Exercise requirements
Copy out all lines in the data below containing the string "Express".

Recorded information
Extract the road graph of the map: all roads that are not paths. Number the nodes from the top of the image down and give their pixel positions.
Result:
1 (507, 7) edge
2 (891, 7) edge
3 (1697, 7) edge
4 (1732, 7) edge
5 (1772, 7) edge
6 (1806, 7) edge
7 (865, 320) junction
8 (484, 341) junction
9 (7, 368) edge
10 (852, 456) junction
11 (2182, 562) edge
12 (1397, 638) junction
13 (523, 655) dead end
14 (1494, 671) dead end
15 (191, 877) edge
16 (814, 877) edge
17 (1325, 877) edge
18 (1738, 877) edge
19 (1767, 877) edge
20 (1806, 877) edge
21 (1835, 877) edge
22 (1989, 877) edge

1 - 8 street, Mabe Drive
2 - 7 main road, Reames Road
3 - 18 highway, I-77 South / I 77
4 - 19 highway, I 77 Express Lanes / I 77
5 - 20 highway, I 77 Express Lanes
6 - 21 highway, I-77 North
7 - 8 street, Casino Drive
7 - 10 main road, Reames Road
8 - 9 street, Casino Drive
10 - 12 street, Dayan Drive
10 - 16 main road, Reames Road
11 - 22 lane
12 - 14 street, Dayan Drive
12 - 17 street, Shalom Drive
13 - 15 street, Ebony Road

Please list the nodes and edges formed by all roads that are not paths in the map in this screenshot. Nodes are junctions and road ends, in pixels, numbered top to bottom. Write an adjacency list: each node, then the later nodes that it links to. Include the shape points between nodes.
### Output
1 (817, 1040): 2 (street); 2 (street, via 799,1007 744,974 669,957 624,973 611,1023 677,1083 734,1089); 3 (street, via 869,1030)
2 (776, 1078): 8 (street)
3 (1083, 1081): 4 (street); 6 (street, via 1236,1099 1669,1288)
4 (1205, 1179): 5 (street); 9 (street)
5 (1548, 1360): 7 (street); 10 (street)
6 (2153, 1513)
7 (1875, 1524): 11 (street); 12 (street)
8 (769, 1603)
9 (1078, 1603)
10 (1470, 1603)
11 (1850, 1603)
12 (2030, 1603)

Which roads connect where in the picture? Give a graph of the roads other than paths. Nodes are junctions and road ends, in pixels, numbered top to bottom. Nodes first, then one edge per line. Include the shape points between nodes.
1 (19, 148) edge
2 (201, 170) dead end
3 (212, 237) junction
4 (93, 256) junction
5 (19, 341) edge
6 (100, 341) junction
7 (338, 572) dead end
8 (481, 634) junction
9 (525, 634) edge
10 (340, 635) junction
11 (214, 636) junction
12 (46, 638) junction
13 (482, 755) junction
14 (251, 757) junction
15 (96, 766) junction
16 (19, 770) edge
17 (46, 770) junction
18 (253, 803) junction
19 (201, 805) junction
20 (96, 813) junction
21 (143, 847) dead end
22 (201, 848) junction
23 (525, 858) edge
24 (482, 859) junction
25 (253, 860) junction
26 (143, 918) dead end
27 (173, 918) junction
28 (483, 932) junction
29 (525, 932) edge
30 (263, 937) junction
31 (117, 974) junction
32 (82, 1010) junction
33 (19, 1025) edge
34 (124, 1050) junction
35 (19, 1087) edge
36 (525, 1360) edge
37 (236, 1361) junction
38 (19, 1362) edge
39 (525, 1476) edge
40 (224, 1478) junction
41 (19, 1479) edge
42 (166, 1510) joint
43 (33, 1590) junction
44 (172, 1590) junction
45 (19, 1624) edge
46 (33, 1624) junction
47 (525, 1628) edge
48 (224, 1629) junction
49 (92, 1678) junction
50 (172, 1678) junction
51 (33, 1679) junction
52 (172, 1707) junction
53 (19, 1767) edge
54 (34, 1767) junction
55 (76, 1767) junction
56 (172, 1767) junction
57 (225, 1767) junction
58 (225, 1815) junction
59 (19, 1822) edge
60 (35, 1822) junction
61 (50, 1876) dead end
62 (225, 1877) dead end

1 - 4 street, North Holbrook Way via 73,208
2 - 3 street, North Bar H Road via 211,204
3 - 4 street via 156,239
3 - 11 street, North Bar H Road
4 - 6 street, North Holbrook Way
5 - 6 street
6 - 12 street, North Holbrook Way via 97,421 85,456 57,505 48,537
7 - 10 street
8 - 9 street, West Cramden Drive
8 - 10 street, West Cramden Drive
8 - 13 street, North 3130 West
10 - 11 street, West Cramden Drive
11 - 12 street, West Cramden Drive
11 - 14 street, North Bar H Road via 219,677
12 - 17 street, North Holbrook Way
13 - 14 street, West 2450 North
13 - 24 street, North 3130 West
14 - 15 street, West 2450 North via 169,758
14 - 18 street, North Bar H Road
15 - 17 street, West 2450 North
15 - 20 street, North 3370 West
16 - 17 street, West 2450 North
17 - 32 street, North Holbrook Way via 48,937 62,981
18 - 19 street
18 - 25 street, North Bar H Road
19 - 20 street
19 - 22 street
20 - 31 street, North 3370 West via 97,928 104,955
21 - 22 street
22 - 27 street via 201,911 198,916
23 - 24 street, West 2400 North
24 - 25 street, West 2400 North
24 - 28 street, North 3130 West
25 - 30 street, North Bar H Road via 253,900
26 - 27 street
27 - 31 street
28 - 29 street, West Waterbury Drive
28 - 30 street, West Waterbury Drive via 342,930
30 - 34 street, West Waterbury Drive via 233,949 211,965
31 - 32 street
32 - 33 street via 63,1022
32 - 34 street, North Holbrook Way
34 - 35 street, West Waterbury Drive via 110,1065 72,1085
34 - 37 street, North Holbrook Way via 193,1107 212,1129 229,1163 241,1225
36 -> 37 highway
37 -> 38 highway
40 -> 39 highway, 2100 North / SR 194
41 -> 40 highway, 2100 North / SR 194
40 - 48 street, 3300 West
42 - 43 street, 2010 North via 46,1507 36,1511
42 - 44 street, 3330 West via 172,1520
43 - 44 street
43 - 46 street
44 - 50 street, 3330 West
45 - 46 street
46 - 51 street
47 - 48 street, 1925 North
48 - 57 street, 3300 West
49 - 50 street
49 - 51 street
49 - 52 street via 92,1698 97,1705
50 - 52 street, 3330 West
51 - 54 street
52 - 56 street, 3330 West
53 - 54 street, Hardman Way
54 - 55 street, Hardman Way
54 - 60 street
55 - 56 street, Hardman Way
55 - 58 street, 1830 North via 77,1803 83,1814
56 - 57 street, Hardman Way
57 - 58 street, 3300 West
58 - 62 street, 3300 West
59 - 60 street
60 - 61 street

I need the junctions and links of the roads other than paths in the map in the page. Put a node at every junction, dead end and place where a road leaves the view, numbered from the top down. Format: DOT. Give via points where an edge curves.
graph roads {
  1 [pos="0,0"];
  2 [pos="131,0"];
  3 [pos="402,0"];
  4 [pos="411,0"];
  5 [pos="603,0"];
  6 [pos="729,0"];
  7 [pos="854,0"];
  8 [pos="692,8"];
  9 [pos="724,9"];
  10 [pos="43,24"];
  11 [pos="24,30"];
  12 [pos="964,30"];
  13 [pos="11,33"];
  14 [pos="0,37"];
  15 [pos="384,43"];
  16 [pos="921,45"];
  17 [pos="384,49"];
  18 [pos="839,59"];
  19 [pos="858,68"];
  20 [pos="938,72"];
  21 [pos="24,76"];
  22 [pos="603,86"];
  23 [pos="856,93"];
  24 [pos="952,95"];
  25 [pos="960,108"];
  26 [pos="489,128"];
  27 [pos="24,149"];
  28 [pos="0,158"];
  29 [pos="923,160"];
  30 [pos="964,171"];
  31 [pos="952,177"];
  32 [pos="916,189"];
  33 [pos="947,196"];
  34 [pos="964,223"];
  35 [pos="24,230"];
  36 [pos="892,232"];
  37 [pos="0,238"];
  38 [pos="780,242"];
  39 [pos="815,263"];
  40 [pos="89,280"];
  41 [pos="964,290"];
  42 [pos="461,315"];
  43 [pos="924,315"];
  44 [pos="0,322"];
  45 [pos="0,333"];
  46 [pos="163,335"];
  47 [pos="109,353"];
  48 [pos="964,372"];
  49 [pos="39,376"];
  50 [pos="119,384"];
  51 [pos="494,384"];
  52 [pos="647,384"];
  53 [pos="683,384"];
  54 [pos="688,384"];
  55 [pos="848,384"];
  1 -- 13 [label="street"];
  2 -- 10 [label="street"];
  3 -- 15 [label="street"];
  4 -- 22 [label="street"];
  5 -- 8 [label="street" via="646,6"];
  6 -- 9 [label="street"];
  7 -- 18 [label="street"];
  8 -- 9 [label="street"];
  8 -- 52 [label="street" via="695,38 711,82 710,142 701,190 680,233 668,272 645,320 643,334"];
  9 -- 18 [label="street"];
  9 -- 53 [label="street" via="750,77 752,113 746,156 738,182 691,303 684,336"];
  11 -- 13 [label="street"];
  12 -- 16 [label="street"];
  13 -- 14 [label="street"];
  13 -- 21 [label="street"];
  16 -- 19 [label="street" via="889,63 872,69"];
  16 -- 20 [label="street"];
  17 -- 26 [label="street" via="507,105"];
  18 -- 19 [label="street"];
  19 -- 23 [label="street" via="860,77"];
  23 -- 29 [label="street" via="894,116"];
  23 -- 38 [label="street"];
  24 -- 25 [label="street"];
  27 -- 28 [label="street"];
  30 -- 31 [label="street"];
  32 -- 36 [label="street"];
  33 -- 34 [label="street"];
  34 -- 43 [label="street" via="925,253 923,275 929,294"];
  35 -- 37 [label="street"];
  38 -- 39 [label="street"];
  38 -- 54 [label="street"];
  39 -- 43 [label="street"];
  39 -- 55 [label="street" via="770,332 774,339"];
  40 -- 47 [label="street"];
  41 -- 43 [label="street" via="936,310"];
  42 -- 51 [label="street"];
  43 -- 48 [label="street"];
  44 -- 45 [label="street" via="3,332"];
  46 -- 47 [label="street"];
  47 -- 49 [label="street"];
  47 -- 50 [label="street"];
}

Answer for this exercise
4 - 19 highway, I 77 Express Lanes / I 77
5 - 20 highway, I 77 Express Lanes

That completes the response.